Kendal Reddell, PT, DPT, NCS & Alex Tarabbia, PT, DPT

Q: What do you recommend when using optokinetic stimulation in an acquired brain injury population with seizure precautions?


Answer:

“When I utilize optokinetic stimulation, whether it be striped or checkered paper, or utilizing any kind of screens, I typically get MD clearance. I look at the full medical history, whether they’re on seizure medications, if they’ve had a past history of seizures, and usually that’s not one of the first things that I go to.
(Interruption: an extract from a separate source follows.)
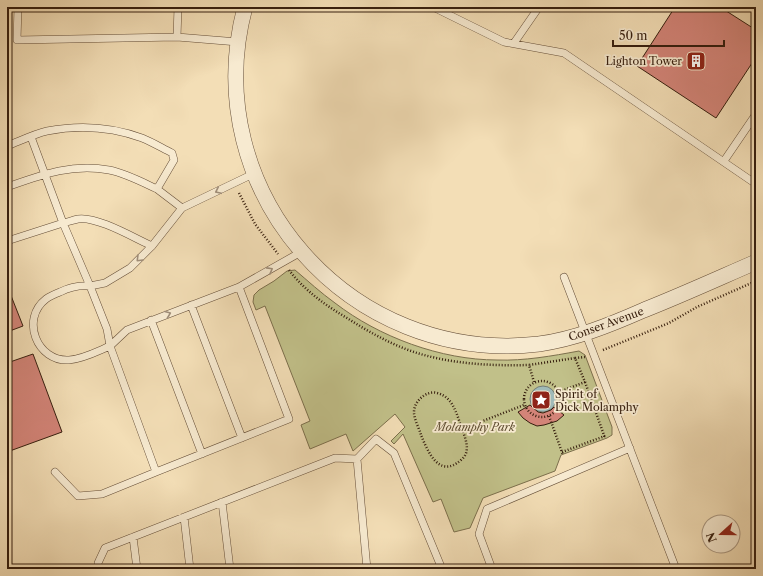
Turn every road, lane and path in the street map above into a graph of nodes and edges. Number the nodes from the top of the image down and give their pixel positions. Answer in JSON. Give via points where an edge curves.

So what I’ll do is start typically with just true motion because a lot of our acquired brain injuries, whether it be acute or chronic will have true motion sensitivity in addition to visual motion sensitivity, and so I just want to say thank you because that really is a concern, is you don’t want to trigger a seizure. You don’t want to make the patient worse, but you also want to address their deficits. There was some good information about less than three Hertz being at a lower risk for the speed of the optokinetic stripes versus greater than three Hertz. So hopefully, that was a good answer to your question.”

Faculty:

Kendal Reddell, PT, DPT, NCS & Alex Tarabbia, PT, DPT

Q: What is Box Breathing?


Answer:

“Box breathing is a sympathetic de-stimulation exercise. And so, basically, we have a sheet of paper and we also have an app that can be on a computer screen that forms a box. So they’ll breathe in for four seconds on this part of the box, hold their breath for four seconds, breathe out for four seconds, and hold their breath for four seconds. And so it’s a way for patients to reduce that sympathetic response, to ground a little bit, and it can really help with self-awareness and calming their symptoms, especially when there’s that anxiety component.”

Faculty:

Kendal Reddell, PT, DPT, NCS & Alex Tarabbia, PT, DPT



RESOURCES & LINKS:



FACULTY BIOs:

Kendal Reddell, PT, DPT, NCS

​Kendal Reddell has a doctorate in physical therapy and is an American Physical Therapy Association Board Certified Clinical Neurologic Specialist. She also holds a certificate of competency in the evaluation and treatment of vestibular disorders from Emory University. Kendal is a Parkinson’s Wellness Recovery (PWR!) and LSVT BIG certified therapist, specializing in treating individuals with Parkinson’s disease. Dr. Reddell is a proud graduate of Tarleton State University where she competed in NCAA Women’s Basketball. She received her Doctorate in Physical Therapy from the University of Texas Southwestern Medical School in 2010, and has worked in a variety of settings specializing in brain injury, stroke, Parkinson’s Disease, and vestibular disorders.

Alex Tarabbia, PT, DPT

Alex Tarabbia has a Doctorate in Physical Therapy. She developed a passion for vestibular therapy when volunteering at a specialty balance clinic in her college years. This passion grew while working with patients with vestibular disorders through graduate level clinical internships, as well as taking advanced coursework in vestibular therapy in graduate school. Prior to joining the 360 Balance & Hearing team, Dr. Tarabbia worked with patients with a variety of orthopedic injuries and balance and mobility impairments in the outpatient setting. Dr. Tarabbia completed her undergraduate work at Gordon College, in Massachusetts, graduating Summa Cum Laude with a Bachelor’s degree in Kinesiology. She received her Doctorate in Physical Therapy from the University of St. Augustine, in Austin, Texas.